Goal of the exercise – Compute how many lines in the records below contain the string "Simón" and give that number without other output.

── Recorded data

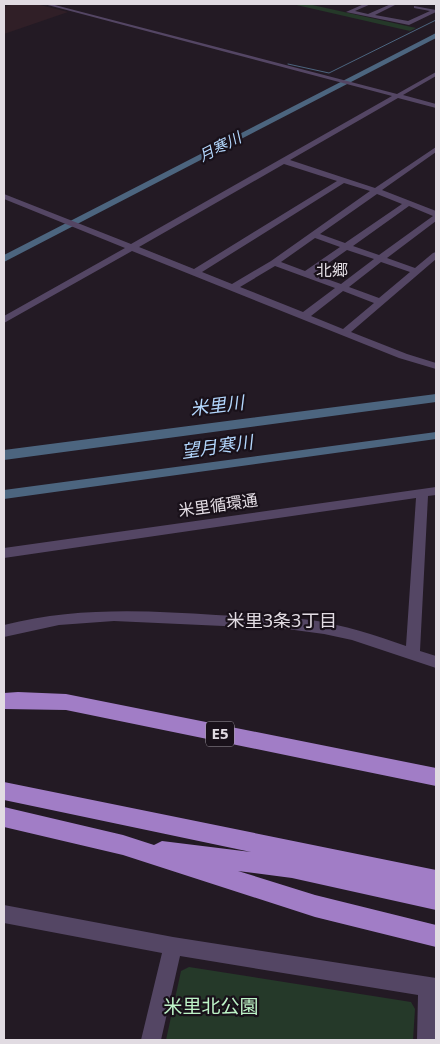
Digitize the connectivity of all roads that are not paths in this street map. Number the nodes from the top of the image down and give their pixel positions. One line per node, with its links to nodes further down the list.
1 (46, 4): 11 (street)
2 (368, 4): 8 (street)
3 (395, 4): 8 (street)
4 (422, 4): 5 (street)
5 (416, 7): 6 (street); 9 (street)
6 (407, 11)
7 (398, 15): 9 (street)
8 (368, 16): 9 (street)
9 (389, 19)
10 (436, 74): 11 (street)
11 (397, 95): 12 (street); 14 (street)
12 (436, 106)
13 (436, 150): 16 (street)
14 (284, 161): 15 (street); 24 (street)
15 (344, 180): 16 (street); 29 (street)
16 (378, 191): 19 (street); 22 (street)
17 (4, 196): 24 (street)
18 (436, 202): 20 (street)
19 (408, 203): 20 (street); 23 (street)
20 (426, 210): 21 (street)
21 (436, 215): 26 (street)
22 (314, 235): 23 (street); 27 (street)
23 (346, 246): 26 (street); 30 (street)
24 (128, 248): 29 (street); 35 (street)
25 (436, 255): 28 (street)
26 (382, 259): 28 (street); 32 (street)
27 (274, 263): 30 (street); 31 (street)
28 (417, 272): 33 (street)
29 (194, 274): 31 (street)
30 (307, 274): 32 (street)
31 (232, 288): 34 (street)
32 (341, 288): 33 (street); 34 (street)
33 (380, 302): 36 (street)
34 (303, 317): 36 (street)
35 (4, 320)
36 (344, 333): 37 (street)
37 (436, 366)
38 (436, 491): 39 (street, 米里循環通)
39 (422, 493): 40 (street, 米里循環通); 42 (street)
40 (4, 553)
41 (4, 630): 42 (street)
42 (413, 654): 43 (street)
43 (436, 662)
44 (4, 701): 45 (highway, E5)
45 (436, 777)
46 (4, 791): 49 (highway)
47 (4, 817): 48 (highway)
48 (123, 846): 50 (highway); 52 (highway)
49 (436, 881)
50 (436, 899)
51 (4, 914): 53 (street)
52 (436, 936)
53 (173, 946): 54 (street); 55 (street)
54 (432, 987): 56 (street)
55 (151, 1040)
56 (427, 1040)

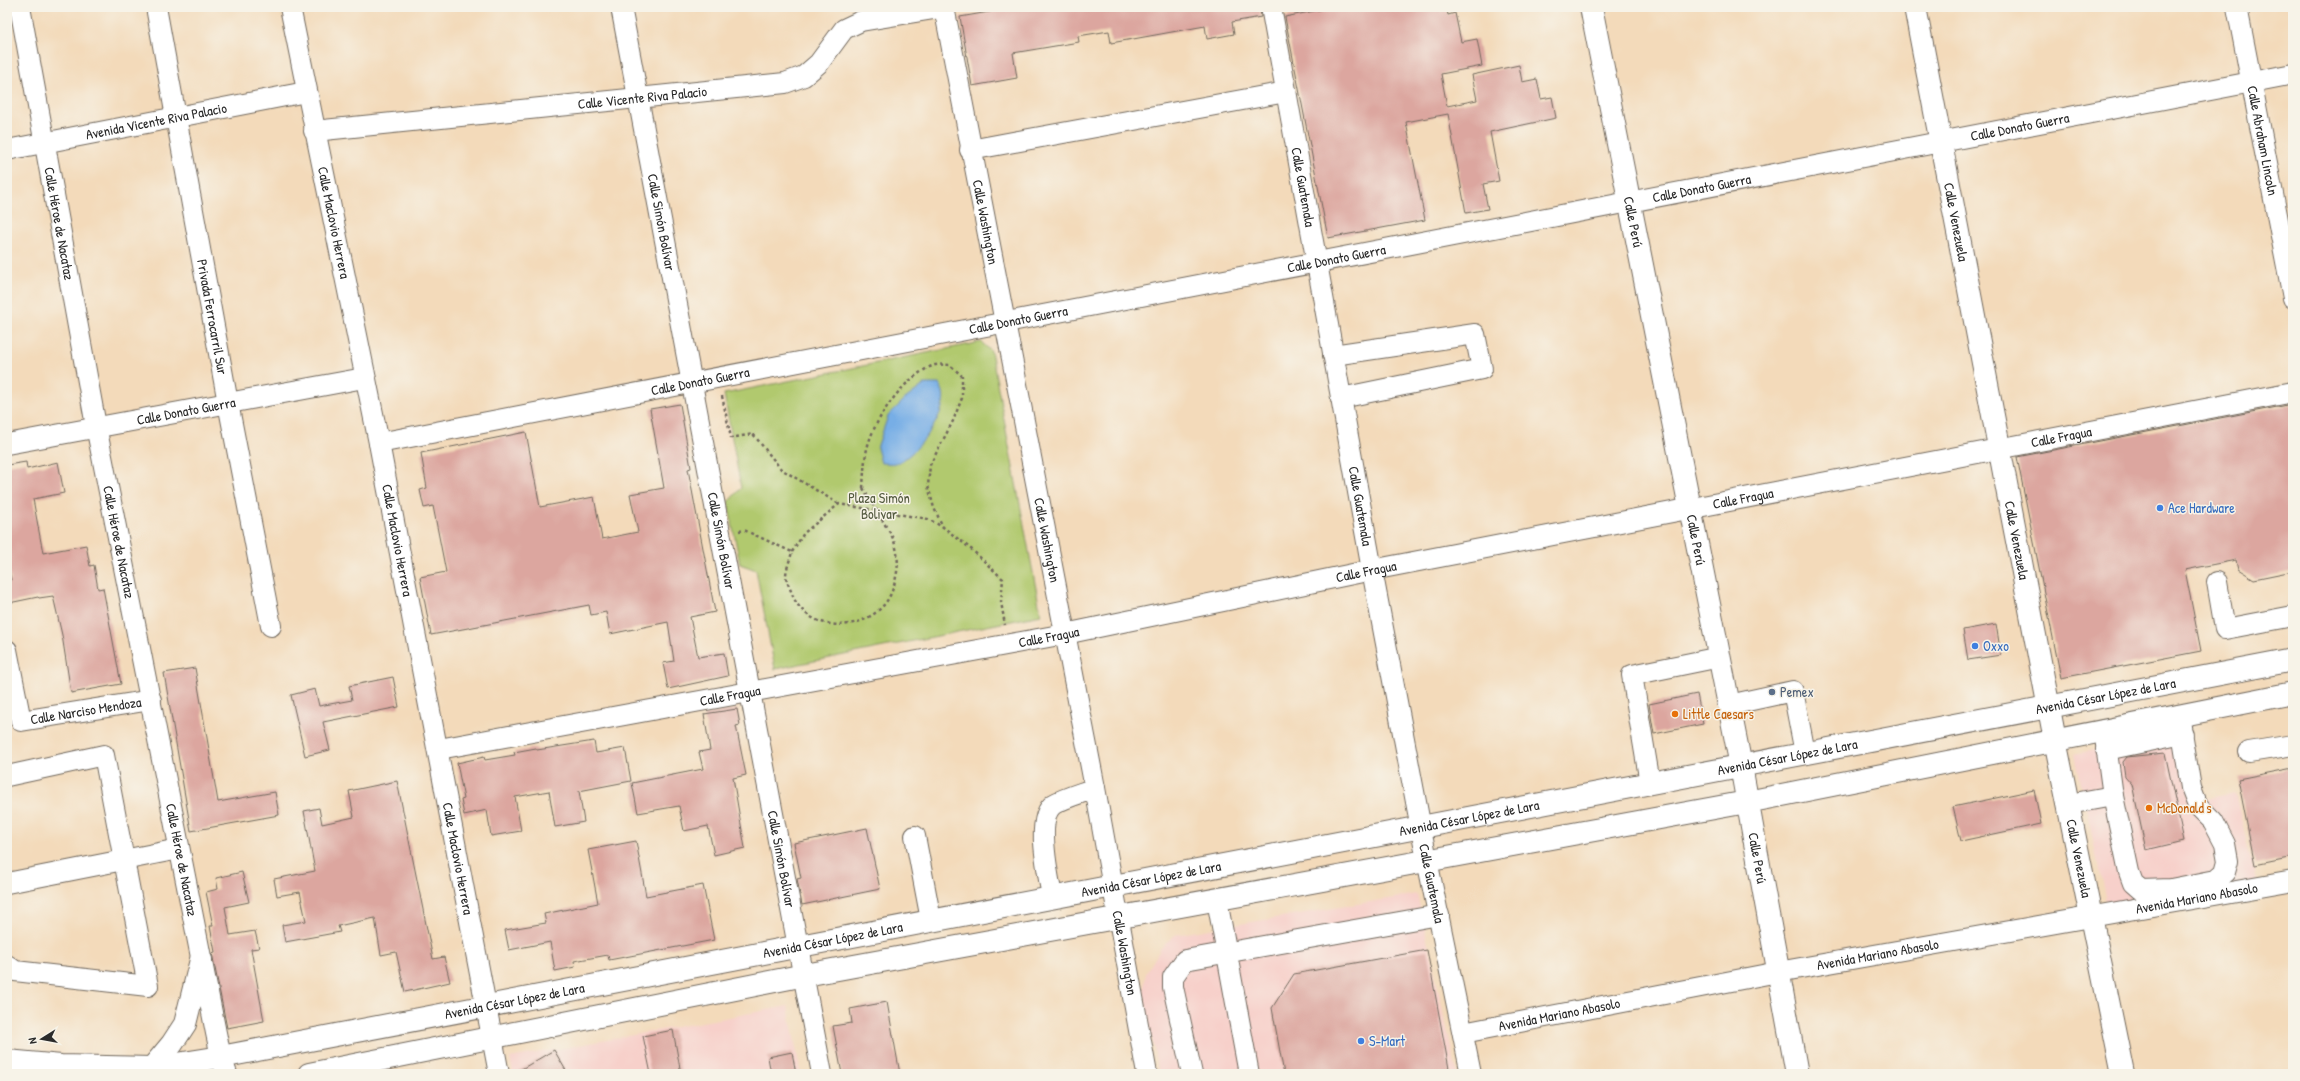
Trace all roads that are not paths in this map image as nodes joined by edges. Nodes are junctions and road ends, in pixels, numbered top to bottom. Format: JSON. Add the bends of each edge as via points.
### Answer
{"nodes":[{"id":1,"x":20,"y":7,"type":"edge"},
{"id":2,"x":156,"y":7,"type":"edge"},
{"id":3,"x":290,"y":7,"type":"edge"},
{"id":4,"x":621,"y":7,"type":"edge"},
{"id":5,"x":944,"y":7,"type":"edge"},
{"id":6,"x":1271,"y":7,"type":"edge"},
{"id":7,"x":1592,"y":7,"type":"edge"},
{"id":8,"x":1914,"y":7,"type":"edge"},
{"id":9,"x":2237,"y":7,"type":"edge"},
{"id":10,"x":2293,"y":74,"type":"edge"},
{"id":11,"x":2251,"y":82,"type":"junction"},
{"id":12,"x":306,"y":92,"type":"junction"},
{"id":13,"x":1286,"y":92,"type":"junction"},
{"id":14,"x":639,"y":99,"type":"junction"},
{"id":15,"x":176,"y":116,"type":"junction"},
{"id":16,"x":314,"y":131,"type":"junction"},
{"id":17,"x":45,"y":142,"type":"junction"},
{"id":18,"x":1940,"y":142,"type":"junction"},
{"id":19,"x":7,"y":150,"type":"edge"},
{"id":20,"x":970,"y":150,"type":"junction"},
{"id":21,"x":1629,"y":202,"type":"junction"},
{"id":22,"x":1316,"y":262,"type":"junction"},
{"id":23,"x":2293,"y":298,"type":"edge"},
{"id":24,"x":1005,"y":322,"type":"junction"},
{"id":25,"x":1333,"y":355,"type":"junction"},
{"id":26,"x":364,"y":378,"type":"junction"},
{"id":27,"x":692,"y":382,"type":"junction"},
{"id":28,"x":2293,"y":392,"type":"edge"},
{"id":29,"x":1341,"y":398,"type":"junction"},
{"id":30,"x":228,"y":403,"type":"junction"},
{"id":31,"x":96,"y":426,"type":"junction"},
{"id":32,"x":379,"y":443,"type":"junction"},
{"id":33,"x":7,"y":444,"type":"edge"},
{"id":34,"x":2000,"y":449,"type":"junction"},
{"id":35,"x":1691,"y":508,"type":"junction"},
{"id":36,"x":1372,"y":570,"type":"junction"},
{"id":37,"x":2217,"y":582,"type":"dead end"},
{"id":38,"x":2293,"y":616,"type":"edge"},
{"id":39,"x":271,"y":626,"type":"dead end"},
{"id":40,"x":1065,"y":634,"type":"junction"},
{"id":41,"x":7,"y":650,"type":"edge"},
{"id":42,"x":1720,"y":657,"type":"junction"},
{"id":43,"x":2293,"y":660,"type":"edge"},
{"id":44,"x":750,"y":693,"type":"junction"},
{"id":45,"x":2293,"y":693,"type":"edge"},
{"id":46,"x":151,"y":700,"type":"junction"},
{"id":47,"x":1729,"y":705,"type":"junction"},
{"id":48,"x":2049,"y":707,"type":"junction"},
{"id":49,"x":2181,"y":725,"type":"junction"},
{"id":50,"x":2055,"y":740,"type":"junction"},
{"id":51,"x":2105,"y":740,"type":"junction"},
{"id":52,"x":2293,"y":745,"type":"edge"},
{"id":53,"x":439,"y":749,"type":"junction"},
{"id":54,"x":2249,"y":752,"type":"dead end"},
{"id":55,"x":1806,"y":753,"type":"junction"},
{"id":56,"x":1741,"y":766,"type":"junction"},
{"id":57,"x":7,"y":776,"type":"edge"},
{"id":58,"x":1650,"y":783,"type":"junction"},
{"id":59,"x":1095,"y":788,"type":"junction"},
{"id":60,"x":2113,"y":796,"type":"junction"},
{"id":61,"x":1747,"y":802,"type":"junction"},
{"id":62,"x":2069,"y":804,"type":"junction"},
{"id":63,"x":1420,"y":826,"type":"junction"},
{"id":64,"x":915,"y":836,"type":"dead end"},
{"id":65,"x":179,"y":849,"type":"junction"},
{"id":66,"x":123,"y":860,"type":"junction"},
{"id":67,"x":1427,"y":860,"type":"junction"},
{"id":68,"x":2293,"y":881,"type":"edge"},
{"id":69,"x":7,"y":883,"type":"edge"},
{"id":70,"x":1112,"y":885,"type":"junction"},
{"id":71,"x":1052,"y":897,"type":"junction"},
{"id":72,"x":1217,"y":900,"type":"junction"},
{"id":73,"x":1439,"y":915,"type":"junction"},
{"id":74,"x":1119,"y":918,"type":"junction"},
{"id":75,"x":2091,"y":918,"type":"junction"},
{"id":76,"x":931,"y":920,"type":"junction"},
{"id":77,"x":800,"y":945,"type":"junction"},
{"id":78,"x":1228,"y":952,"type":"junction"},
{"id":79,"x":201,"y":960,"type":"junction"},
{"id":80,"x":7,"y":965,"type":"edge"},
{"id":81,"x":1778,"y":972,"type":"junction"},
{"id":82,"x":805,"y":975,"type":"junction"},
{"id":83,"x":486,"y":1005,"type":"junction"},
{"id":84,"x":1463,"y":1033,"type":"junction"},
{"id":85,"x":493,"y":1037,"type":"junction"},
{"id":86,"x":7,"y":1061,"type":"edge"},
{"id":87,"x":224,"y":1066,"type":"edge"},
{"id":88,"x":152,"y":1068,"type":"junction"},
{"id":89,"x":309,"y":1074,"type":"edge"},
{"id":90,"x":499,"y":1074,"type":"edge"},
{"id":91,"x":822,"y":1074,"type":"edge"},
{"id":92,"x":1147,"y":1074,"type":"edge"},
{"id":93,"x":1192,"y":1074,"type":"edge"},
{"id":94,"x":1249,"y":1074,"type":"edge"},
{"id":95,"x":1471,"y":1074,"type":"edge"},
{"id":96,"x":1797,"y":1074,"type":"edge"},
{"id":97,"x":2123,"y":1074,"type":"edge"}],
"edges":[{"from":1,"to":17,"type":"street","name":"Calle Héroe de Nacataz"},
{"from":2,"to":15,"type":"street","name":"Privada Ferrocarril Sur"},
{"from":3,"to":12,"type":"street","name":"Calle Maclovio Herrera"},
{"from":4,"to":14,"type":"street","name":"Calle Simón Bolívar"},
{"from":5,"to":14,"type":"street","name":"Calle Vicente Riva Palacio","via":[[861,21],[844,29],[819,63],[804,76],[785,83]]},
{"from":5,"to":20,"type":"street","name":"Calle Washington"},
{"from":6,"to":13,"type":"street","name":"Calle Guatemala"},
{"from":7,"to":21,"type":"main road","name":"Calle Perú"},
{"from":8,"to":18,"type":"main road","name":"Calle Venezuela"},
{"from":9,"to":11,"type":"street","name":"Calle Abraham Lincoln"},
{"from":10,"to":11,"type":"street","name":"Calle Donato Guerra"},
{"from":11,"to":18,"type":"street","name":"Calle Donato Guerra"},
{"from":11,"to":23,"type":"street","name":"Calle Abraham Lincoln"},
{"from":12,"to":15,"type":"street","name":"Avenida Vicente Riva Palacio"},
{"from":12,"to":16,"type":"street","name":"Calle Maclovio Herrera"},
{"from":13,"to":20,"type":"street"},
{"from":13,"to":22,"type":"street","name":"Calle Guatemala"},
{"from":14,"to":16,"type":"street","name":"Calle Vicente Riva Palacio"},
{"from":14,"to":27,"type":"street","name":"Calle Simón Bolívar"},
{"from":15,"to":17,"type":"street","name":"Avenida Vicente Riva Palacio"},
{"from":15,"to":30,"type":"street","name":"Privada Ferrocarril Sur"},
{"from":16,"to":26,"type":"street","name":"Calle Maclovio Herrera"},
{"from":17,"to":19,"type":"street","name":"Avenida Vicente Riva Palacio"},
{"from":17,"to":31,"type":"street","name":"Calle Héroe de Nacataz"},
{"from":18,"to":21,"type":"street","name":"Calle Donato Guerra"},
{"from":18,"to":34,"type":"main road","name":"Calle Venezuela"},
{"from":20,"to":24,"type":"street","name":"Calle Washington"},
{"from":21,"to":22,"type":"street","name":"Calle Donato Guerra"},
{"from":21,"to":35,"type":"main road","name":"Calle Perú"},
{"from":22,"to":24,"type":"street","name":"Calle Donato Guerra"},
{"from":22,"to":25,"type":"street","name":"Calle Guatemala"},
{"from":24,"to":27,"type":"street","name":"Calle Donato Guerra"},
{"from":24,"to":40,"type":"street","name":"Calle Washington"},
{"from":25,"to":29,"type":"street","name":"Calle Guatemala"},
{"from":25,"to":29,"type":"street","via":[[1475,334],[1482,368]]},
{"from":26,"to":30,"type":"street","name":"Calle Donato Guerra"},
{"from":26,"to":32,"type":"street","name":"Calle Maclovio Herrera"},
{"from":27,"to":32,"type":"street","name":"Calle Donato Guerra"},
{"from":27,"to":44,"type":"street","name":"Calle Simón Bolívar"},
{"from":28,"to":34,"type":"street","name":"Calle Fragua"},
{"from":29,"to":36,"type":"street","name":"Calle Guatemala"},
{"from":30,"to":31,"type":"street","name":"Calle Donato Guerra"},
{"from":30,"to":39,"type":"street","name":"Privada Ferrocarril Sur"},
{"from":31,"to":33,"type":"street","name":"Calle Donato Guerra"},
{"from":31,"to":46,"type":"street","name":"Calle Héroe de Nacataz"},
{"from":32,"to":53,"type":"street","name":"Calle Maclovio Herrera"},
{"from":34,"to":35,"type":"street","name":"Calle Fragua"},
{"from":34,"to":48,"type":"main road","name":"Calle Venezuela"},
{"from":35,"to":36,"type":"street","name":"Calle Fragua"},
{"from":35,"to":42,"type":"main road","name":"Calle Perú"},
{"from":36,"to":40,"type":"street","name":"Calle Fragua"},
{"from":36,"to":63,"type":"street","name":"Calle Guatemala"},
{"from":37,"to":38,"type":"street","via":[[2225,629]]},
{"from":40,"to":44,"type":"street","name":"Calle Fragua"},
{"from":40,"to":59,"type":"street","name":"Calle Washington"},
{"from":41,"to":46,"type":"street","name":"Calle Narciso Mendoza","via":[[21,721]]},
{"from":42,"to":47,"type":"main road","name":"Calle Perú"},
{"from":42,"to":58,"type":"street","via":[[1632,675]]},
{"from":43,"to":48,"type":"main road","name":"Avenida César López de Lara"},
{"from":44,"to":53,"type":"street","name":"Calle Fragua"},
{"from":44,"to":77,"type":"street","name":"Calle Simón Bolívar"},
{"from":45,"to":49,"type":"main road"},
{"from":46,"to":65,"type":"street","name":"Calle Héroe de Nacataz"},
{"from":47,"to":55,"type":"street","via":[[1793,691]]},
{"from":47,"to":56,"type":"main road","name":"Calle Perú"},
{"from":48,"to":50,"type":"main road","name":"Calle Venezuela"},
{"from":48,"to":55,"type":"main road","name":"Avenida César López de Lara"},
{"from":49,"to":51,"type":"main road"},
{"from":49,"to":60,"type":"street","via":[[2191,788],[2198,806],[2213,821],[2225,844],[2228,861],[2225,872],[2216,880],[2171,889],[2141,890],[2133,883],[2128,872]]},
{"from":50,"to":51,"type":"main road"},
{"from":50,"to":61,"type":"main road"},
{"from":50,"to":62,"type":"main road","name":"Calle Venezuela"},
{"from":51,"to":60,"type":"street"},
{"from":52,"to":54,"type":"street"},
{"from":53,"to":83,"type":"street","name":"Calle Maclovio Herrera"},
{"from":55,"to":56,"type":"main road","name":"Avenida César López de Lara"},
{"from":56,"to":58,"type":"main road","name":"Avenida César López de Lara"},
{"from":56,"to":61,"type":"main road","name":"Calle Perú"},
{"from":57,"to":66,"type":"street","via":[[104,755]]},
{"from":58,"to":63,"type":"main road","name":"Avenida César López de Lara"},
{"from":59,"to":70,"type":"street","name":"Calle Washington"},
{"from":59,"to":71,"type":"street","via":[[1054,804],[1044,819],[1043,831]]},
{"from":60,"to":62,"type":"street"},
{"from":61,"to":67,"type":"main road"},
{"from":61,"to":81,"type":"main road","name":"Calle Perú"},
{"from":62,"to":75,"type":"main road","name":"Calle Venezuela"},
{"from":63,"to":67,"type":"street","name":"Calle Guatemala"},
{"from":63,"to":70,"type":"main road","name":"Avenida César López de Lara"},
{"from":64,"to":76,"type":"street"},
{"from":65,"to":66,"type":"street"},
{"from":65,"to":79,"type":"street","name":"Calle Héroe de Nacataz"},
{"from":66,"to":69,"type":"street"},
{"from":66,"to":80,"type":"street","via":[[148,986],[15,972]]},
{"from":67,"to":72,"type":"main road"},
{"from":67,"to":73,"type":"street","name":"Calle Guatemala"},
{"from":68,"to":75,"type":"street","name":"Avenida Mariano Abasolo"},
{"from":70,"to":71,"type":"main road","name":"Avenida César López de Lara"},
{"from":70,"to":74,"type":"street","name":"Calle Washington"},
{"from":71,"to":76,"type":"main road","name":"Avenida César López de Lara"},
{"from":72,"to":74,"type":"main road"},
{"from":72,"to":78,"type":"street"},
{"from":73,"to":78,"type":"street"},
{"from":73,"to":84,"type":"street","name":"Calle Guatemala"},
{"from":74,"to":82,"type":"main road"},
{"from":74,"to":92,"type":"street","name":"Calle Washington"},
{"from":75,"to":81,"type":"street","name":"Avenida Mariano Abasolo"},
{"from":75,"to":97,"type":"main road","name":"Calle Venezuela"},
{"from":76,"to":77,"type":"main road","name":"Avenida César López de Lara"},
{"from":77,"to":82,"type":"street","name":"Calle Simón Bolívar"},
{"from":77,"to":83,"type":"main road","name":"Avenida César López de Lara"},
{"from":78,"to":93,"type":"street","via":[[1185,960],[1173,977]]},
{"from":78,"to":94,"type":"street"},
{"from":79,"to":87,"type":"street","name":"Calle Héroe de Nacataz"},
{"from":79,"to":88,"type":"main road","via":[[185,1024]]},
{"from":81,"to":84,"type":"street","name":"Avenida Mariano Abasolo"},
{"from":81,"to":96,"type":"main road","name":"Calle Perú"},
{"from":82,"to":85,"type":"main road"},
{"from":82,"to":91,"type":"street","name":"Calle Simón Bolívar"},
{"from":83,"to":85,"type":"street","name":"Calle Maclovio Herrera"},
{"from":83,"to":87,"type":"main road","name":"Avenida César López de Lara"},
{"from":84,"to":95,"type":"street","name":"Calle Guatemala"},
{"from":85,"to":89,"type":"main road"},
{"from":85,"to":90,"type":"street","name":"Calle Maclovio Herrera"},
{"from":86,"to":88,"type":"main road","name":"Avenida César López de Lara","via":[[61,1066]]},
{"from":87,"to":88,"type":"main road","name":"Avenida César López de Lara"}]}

────

Response to the exercise – 6